### RAW DATA

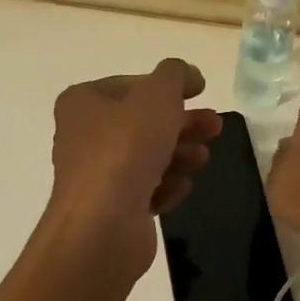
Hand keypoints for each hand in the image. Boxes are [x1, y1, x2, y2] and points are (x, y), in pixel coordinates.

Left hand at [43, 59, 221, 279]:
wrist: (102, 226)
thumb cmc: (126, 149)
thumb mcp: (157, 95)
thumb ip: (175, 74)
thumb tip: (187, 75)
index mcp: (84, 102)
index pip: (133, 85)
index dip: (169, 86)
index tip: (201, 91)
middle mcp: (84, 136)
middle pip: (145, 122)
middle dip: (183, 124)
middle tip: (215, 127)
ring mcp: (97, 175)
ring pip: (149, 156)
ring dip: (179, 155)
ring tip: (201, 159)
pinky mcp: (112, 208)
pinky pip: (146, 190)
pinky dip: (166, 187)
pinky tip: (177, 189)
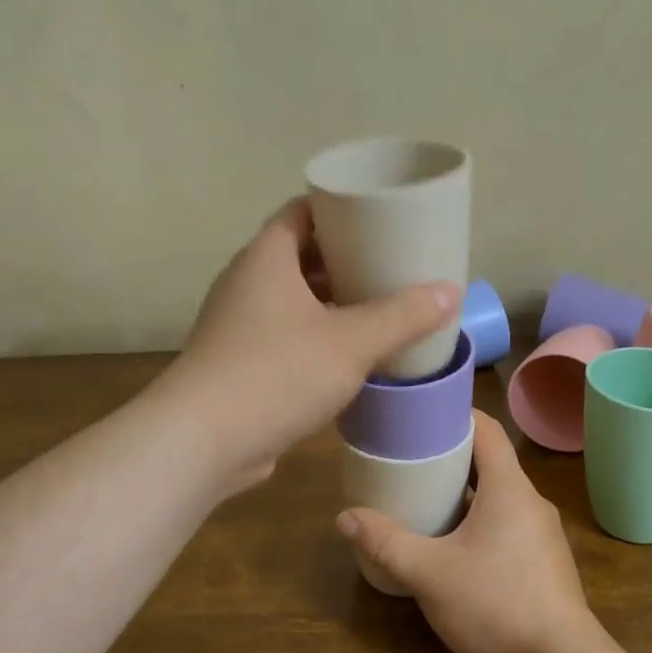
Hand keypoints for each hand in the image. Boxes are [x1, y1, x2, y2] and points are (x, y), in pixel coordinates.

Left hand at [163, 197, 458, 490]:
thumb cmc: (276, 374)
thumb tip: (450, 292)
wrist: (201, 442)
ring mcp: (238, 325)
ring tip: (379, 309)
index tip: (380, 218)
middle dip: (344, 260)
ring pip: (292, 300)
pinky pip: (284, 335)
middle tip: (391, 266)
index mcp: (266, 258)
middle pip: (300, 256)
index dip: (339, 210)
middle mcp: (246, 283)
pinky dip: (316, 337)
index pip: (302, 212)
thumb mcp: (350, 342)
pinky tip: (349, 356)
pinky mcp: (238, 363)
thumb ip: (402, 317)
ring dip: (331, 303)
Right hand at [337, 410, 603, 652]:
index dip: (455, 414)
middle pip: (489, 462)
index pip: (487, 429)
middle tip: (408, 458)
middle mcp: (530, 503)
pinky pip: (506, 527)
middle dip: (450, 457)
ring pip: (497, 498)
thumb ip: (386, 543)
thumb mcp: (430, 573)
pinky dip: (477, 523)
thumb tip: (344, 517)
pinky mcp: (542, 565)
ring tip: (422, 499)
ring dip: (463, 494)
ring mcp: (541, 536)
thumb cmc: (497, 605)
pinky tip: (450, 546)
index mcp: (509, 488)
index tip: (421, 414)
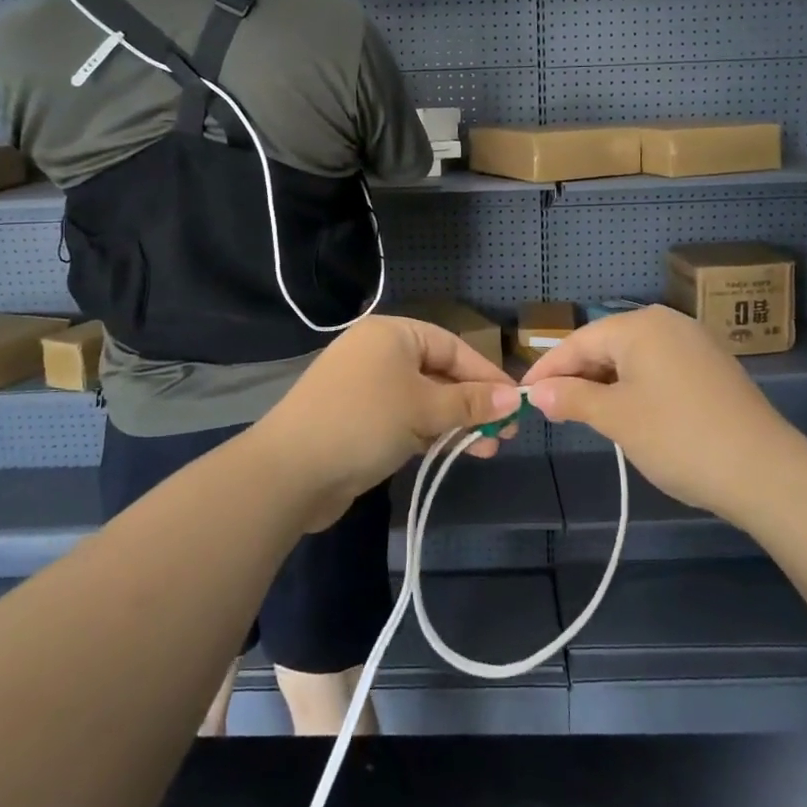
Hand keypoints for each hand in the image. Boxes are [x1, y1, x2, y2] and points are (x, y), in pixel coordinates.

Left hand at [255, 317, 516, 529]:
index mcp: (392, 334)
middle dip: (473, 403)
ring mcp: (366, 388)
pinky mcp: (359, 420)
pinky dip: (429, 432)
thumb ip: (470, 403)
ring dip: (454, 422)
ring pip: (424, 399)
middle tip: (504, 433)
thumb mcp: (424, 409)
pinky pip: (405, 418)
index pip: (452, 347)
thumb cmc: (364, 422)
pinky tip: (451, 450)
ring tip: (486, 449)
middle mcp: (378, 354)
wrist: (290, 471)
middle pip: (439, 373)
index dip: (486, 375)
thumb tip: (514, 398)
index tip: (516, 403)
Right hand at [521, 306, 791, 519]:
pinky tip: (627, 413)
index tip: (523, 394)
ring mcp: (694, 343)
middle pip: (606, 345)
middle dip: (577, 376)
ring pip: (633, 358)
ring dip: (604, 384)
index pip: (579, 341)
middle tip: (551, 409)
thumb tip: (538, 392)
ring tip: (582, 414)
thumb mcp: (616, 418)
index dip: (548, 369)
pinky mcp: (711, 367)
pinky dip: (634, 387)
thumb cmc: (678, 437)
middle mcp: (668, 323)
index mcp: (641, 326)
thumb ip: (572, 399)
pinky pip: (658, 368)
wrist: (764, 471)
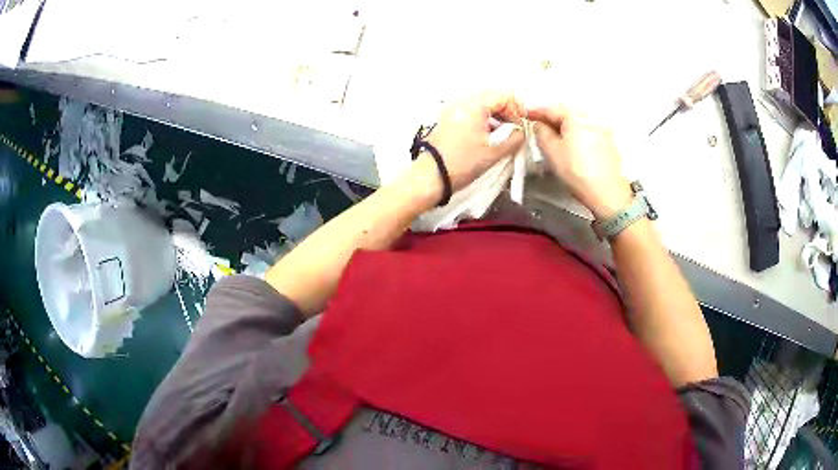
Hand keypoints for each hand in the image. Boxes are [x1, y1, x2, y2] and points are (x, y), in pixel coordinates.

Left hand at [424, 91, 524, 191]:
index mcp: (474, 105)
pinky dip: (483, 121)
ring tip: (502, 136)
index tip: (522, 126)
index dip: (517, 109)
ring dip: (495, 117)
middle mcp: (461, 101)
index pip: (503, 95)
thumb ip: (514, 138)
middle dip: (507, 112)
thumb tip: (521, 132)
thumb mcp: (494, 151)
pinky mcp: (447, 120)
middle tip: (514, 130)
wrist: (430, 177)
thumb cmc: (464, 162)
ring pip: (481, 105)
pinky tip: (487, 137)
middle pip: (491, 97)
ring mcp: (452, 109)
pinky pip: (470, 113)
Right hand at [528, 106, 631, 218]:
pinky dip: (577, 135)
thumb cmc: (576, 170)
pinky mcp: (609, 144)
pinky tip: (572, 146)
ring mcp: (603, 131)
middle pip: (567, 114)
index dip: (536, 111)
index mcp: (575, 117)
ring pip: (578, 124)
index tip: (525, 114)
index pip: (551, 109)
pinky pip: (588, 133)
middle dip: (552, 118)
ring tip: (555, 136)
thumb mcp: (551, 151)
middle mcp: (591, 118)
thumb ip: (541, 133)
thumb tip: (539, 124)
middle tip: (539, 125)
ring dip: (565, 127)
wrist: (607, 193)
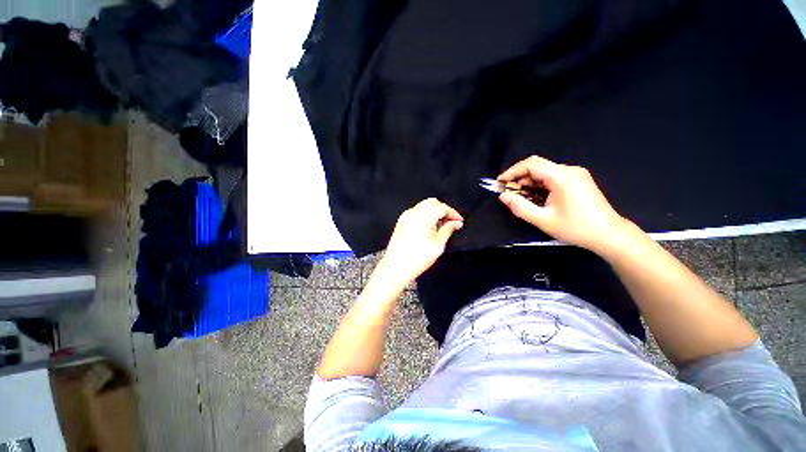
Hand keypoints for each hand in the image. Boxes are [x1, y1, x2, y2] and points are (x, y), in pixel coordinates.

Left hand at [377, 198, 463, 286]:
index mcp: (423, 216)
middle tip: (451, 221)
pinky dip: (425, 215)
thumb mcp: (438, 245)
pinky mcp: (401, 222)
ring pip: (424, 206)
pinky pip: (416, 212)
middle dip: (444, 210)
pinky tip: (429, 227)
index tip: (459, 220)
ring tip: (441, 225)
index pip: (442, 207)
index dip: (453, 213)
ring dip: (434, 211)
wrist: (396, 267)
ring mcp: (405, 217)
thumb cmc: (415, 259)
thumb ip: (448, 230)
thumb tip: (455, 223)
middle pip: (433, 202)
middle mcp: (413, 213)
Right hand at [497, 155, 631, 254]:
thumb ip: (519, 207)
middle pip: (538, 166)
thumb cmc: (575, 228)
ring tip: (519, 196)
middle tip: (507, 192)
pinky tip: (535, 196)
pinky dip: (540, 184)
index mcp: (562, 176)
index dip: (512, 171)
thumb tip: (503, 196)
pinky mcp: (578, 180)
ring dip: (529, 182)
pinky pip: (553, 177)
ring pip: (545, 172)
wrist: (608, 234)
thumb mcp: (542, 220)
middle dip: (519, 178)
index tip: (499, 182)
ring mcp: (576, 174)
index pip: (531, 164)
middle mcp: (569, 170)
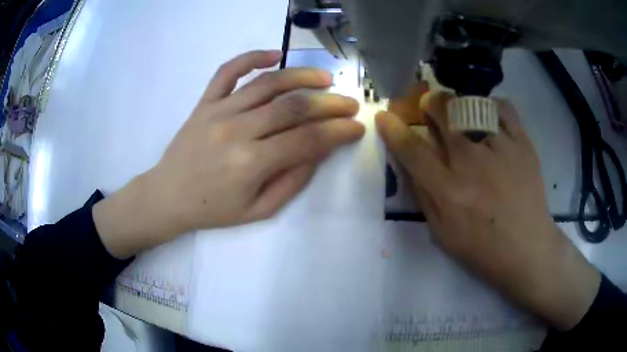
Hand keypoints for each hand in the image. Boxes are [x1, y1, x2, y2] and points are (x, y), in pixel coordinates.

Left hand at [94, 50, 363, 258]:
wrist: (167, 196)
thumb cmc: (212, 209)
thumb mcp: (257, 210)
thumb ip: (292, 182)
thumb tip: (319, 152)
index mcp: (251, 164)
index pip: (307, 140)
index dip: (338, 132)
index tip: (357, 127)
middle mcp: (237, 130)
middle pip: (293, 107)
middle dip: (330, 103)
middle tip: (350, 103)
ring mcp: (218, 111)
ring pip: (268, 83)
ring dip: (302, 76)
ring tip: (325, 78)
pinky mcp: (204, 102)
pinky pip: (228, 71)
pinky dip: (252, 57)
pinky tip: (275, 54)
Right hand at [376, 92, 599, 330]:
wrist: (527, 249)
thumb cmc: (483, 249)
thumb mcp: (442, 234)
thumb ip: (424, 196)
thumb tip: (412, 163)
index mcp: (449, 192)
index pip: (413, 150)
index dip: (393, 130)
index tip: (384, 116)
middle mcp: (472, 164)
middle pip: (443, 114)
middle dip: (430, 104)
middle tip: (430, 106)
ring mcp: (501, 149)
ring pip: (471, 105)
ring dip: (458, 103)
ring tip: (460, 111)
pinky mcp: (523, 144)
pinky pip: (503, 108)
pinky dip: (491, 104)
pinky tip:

######

> [HOW TO COMPLETE THIS TASK] Among the lines of the records, copy out each one that contains the word "Left".

> [ANSWER TO THE EXERCISE]
Left hand at [43, 59, 221, 279]:
Left hand at [163, 197, 458, 490]:
Left hand at [255, 317, 516, 529]:
Left hand at [424, 91, 524, 191]:
Left hand at [377, 198, 463, 286]:
Left hand at [94, 50, 363, 258]:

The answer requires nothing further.